▸ **Activity**
The records that follow are to be repeated exactly, without any pictures.

--- --- ---

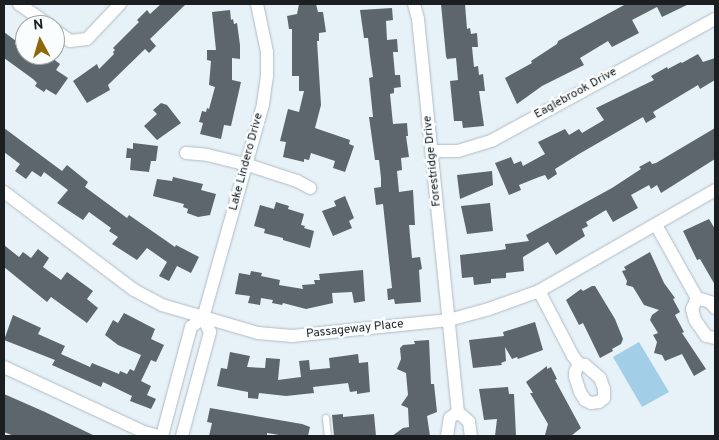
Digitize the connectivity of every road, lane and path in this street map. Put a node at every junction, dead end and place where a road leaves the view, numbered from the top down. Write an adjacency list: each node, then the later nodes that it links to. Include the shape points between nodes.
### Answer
1 (19, 4): 5 (street)
2 (120, 4): 7 (street, via 86,39 70,41)
3 (257, 4): 10 (street, Lake Lindero Drive, via 267,52 267,77)
4 (414, 4): 8 (street, Forestridge Drive)
5 (34, 15)
6 (715, 19): 8 (street, Eaglebrook Drive, via 493,140 458,151)
7 (65, 37)
8 (432, 151): 19 (street, Forestridge Drive)
9 (186, 153): 10 (street)
10 (248, 165): 11 (street); 18 (street, Lake Lindero Drive)
11 (310, 188)
12 (715, 190): 14 (street, Passageway Place)
13 (4, 192): 18 (street, Passageway Place, via 134,290 162,305)
14 (656, 225): 15 (street, Passageway Place); 16 (street)
15 (539, 291): 19 (street, Passageway Place); 21 (street)
16 (697, 298): 17 (street, via 710,302); 20 (street, via 692,309 695,320 706,336)
17 (715, 308)
18 (203, 318): 19 (street, Passageway Place, via 258,333 292,336); 26 (street, Lake Lindero Drive, via 190,327); 27 (street, Lake Lindero Drive, via 210,332)
19 (449, 320): 23 (street, Forestridge Drive)
20 (715, 338)
21 (579, 364)
22 (4, 367): 25 (street)
23 (458, 412): 29 (street, via 450,418); 30 (street, via 469,422)
24 (326, 418): 28 (lane)
25 (158, 436)
26 (162, 436)
27 (182, 436)
28 (328, 436)
29 (448, 436)
30 (471, 436)

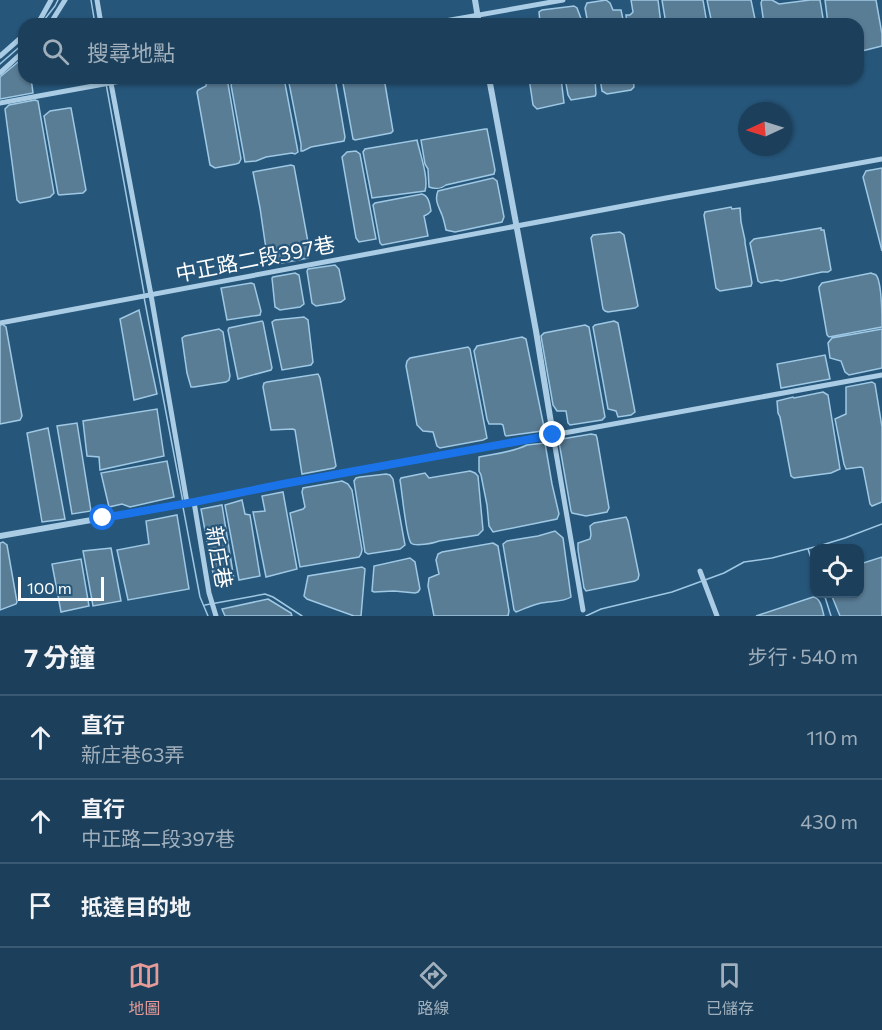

--- --- ---

▸ **Task result**
Digitize the connectivity of every road, lane and path in this street map. Put a node at every junction, dead end and place where a road leaves the view, numbered from the top down. Write an adjacency list: each node, then the later nodes that it links to. Include the shape points between nodes.
### Answer
1 (19, 4): 5 (street)
2 (120, 4): 7 (street, via 86,39 70,41)
3 (257, 4): 10 (street, Lake Lindero Drive, via 267,52 267,77)
4 (414, 4): 8 (street, Forestridge Drive)
5 (34, 15)
6 (715, 19): 8 (street, Eaglebrook Drive, via 493,140 458,151)
7 (65, 37)
8 (432, 151): 19 (street, Forestridge Drive)
9 (186, 153): 10 (street)
10 (248, 165): 11 (street); 18 (street, Lake Lindero Drive)
11 (310, 188)
12 (715, 190): 14 (street, Passageway Place)
13 (4, 192): 18 (street, Passageway Place, via 134,290 162,305)
14 (656, 225): 15 (street, Passageway Place); 16 (street)
15 (539, 291): 19 (street, Passageway Place); 21 (street)
16 (697, 298): 17 (street, via 710,302); 20 (street, via 692,309 695,320 706,336)
17 (715, 308)
18 (203, 318): 19 (street, Passageway Place, via 258,333 292,336); 26 (street, Lake Lindero Drive, via 190,327); 27 (street, Lake Lindero Drive, via 210,332)
19 (449, 320): 23 (street, Forestridge Drive)
20 (715, 338)
21 (579, 364)
22 (4, 367): 25 (street)
23 (458, 412): 29 (street, via 450,418); 30 (street, via 469,422)
24 (326, 418): 28 (lane)
25 (158, 436)
26 (162, 436)
27 (182, 436)
28 (328, 436)
29 (448, 436)
30 (471, 436)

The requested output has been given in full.